A handy tool to identify future biosecurity threats
26 April 2023
An app is available that matches areas in New Zealand with other parts of the world that have a similar climate, providing a view of where future successful pest incursions could originate and enabling more effective preventative measures.
The tool is based on the premise that pests which occur in regions and countries with climatic conditions similar to New Zealand are more likely to establish here, either now or under future climates. The app, the Climate Matching Tool, aims to:
1. Provide New Zealand agencies with climate comparisons with other countries, in a range of current and future climate scenarios.
2. Identify how well the climate a species inhabits overseas matches our own.
3. Match climates between about 1000 overseas locations to help analysts take a more nuanced approach to evaluating biosecurity risks along international supply chains.
4. Provide more information for assessing the risk of incursions from certain products.
5. Help Biosecurity New Zealand identify risk pathways for biosecurity purposes.
The modelling app was developed by Craig Phillips, senior scientist at AgResearch and researcher for Better Border Biosecurity (B3), in collaboration with the Ministry for Primary Industries (MPI) and software developers Epi-Interactive Ltd.
The original idea for a climate modelling app came from MPI’s Plant Risk Assessment team and was funded by B3 and MPI’s Operational Research Programme, which encourages employees to propose ideas for improving processes and operations.

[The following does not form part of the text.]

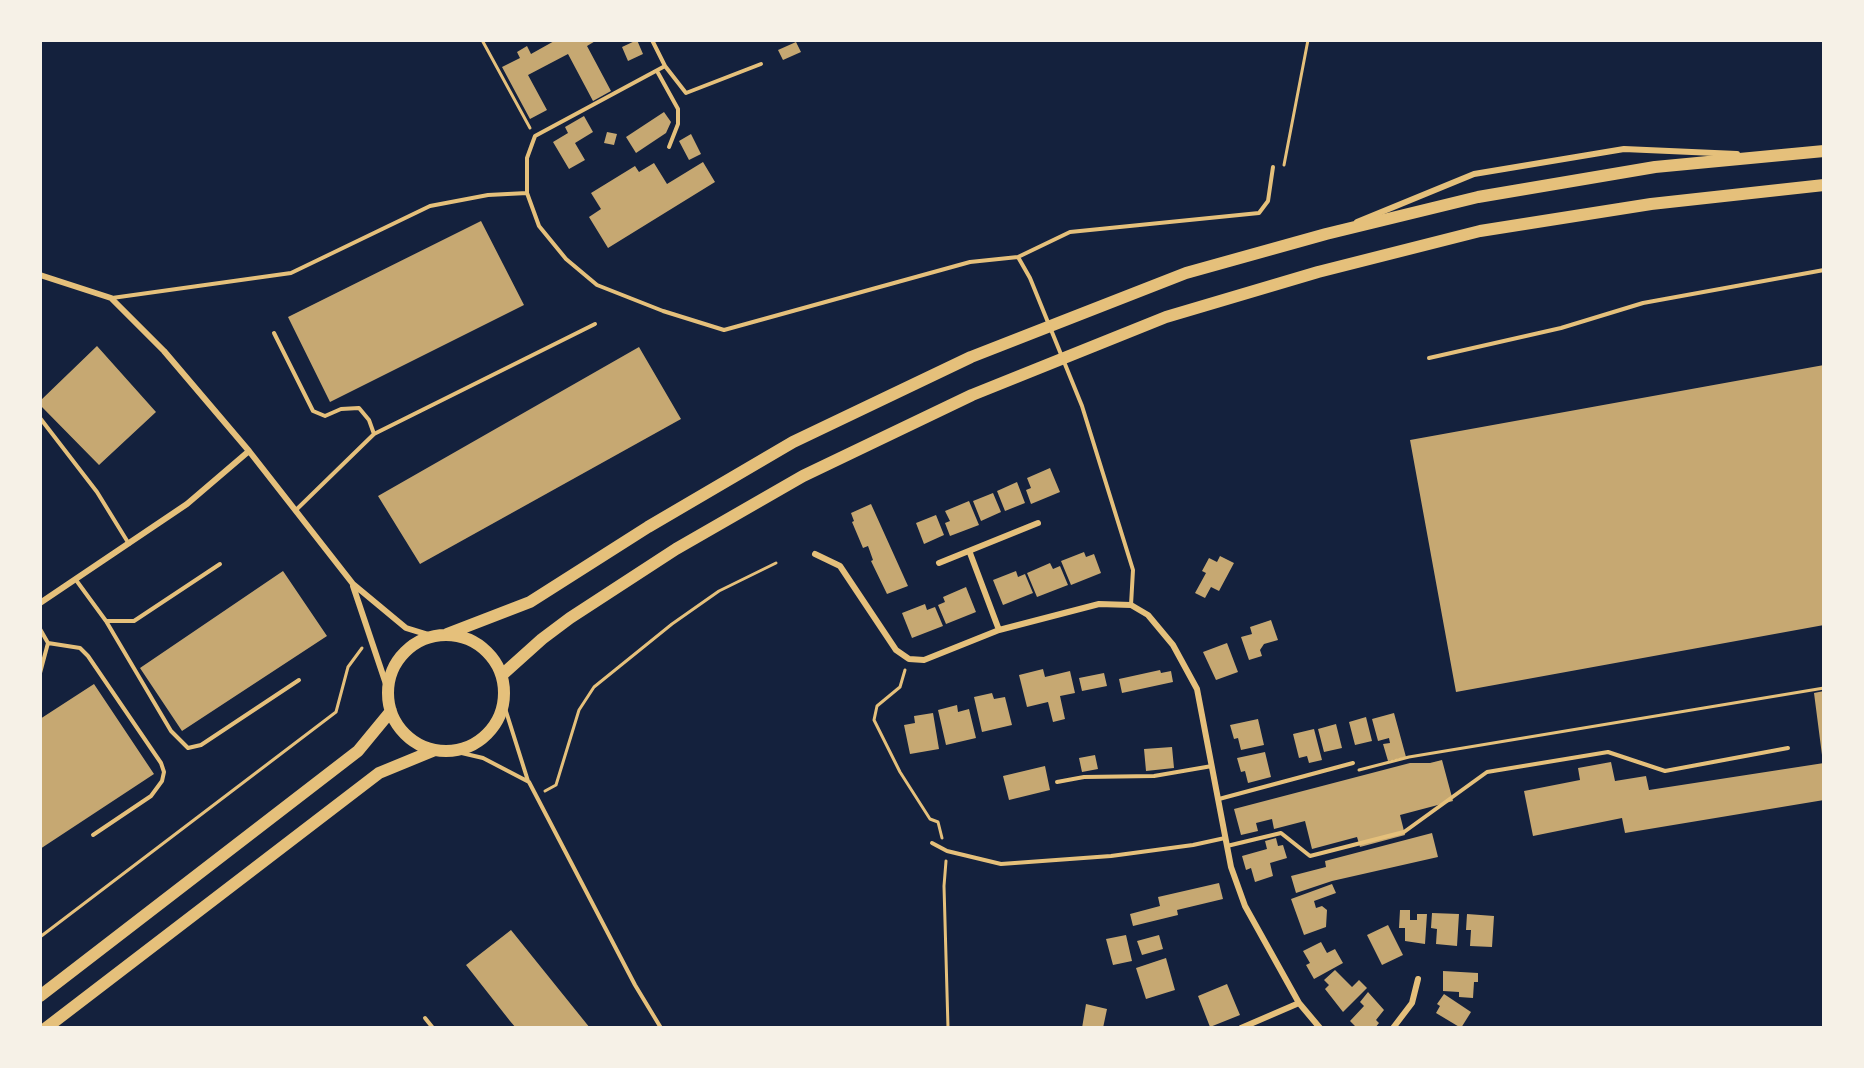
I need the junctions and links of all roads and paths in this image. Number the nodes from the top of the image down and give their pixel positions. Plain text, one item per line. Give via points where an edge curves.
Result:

“We are proud to support the development of this tool that connects research and practical application and look forward to realising its potential,” says Senior Adviser Ursula Torres, who worked alongside Hossein Narouei-Khandan, Specialist Adviser for Plant Pest and Emerging Risk Assessment in the development.

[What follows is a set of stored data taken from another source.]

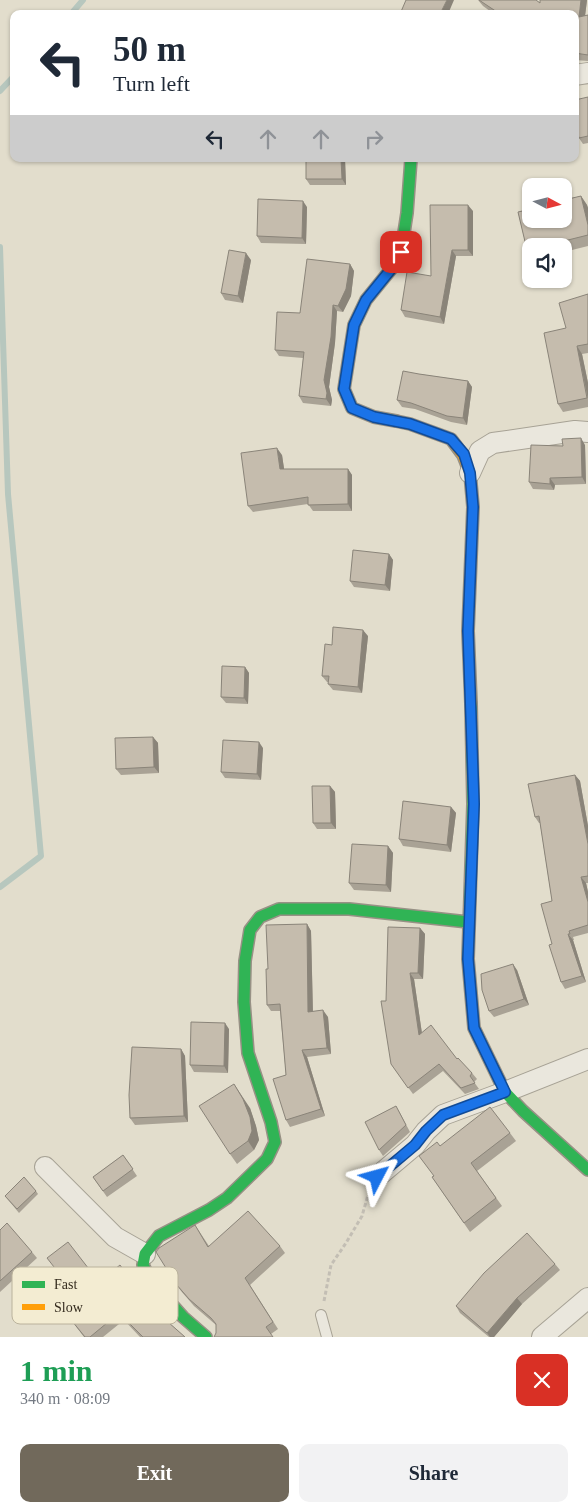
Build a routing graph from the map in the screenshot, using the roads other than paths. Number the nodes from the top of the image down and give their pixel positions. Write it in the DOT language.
graph roads {
  1 [pos="411,162"];
  2 [pos="588,432"];
  3 [pos="470,473"];
  4 [pos="468,922"];
  5 [pos="588,1059"];
  6 [pos="505,1092"];
  7 [pos="45,1167"];
  8 [pos="588,1170"];
  9 [pos="377,1177"];
  10 [pos="145,1254"];
  11 [pos="144,1267"];
  12 [pos="588,1298"];
  13 [pos="178,1310"];
  14 [pos="321,1315"];
  15 [pos="206,1337"];
  16 [pos="327,1337"];
  17 [pos="542,1337"];
  1 -- 3 [label="street"];
  2 -- 3 [label="street"];
  3 -- 4 [label="street"];
  4 -- 6 [label="street"];
  4 -- 10 [label="street"];
  5 -- 6 [label="street"];
  6 -- 8 [label="street"];
  6 -- 9 [label="street"];
  7 -- 10 [label="street"];
  10 -- 11 [label="street"];
  12 -- 17 [label="street"];
  13 -- 15 [label="street"];
  14 -- 16 [label="lane"];
}
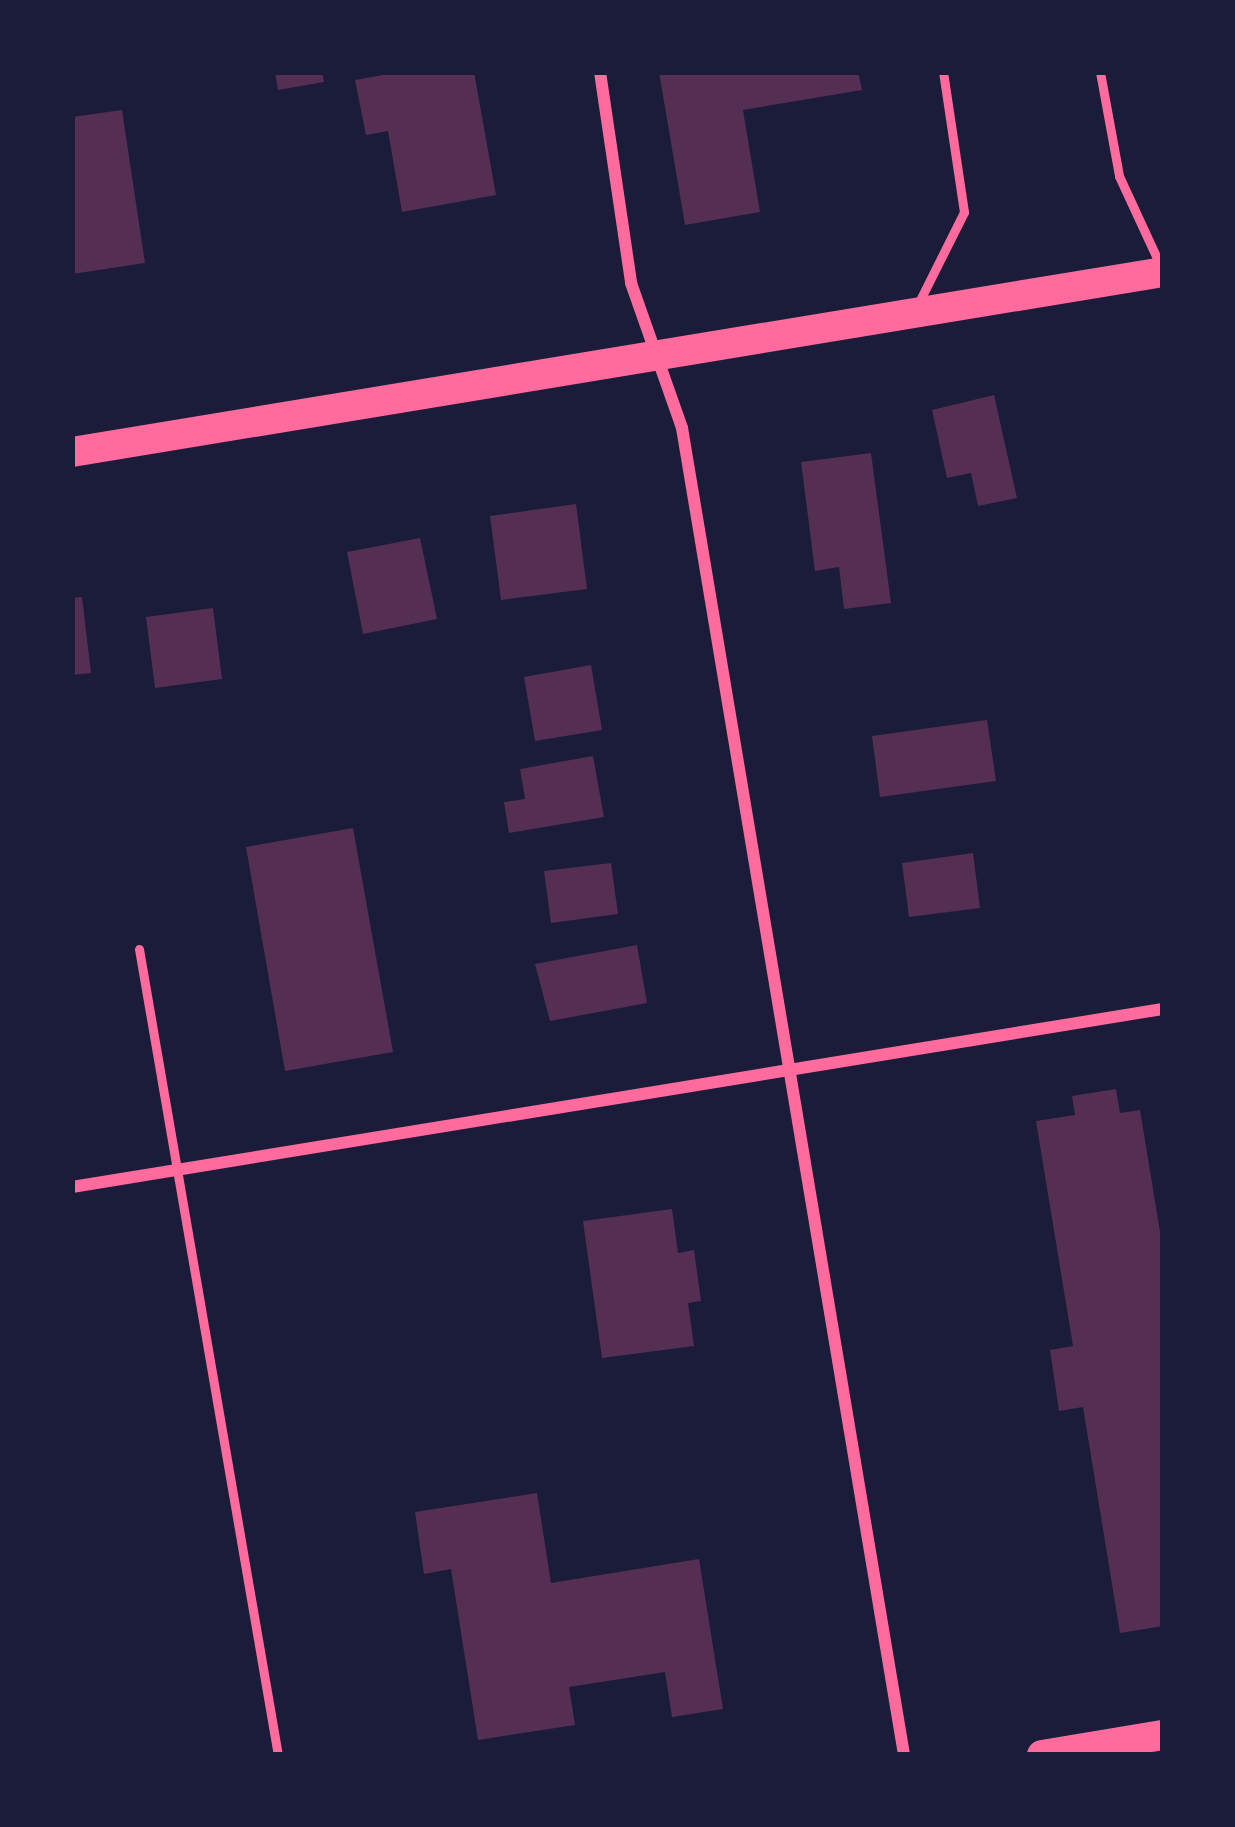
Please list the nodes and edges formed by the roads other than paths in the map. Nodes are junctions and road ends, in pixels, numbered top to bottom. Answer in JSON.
{"nodes":[{"id":1,"x":600,"y":72,"type":"edge"},
{"id":2,"x":943,"y":72,"type":"edge"},
{"id":3,"x":1100,"y":72,"type":"edge"},
{"id":4,"x":1163,"y":272,"type":"edge"},
{"id":5,"x":913,"y":314,"type":"junction"},
{"id":6,"x":659,"y":356,"type":"junction"},
{"id":7,"x":72,"y":452,"type":"edge"},
{"id":8,"x":140,"y":949,"type":"dead end"},
{"id":9,"x":1163,"y":1009,"type":"edge"},
{"id":10,"x":786,"y":1069,"type":"junction"},
{"id":11,"x":178,"y":1170,"type":"junction"},
{"id":12,"x":72,"y":1187,"type":"edge"},
{"id":13,"x":1163,"y":1735,"type":"edge"},
{"id":14,"x":278,"y":1755,"type":"edge"},
{"id":15,"x":904,"y":1755,"type":"edge"},
{"id":16,"x":1042,"y":1755,"type":"edge"}],
"edges":[{"from":1,"to":6,"type":"street"},
{"from":2,"to":5,"type":"lane"},
{"from":3,"to":4,"type":"lane"},
{"from":4,"to":5,"type":"main road"},
{"from":5,"to":6,"type":"main road"},
{"from":6,"to":7,"type":"main road"},
{"from":6,"to":10,"type":"street"},
{"from":8,"to":11,"type":"lane"},
{"from":9,"to":10,"type":"street"},
{"from":10,"to":11,"type":"street"},
{"from":10,"to":15,"type":"street"},
{"from":11,"to":12,"type":"street"},
{"from":11,"to":14,"type":"lane"},
{"from":13,"to":16,"type":"main road"}]}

The app is available now but there are further developments in the pipeline. In the next stage, the app will provide researchers and agencies with a relatively quick, accessible means of sketching climatic risk profiles, compared to current more complex ones that may provide higher levels and layers of data, but are harder and take much longer to operate.
“The app’s ability to integrate with other datasets, highlights its efficiency,” says Craig Phillips.
“For example, the brown marmorated stink bug is a very real biosecurity risk for New Zealand.
By downloading its registered occurrences as reported in the Global Biodiversity Information Facility (GBIF), then loading those results into the climate-modelling app, you will get an indication of how likely something like the stink bug would be able to survive New Zealand’s climate.
“The answer, as we know, is ‘very likely’ and the information from the modelling app will provide a good starting point for risk assessment.”
Early indications from users including MPI have been positive and the app is already helping identify risk pathways for biosecurity purposes.
Craig is currently working to develop another predictive tool with AgResearch weed ecologists, Graeme Bourdot, Shona Lamoureaux, Alasdair Noble and Chris Buddenhagen for future weed incursions that also involves climate-matching. It is helping identify which weeds could either be ‘knocking on the door’ at New Zealand’s border or are already being cultivated here and are likely to escape and naturalise.
“Of course, this is an area many growers and farmers are interested in. Like MPI, they can also use the climate-matching ability to identify offshore localities that are particularly risky for pests,” says Craig Phillips.”
“For Biosecurity Business Pledge members in relevant sectors, this tool will provide valuable insight for awareness and planning. Many Pledge members are working to define their most important offshore pest threats so they can implement strategies to reduce the chances of pests settling in and establishing in New Zealand. We hope this tool will help them to assess those risks,” says Craig.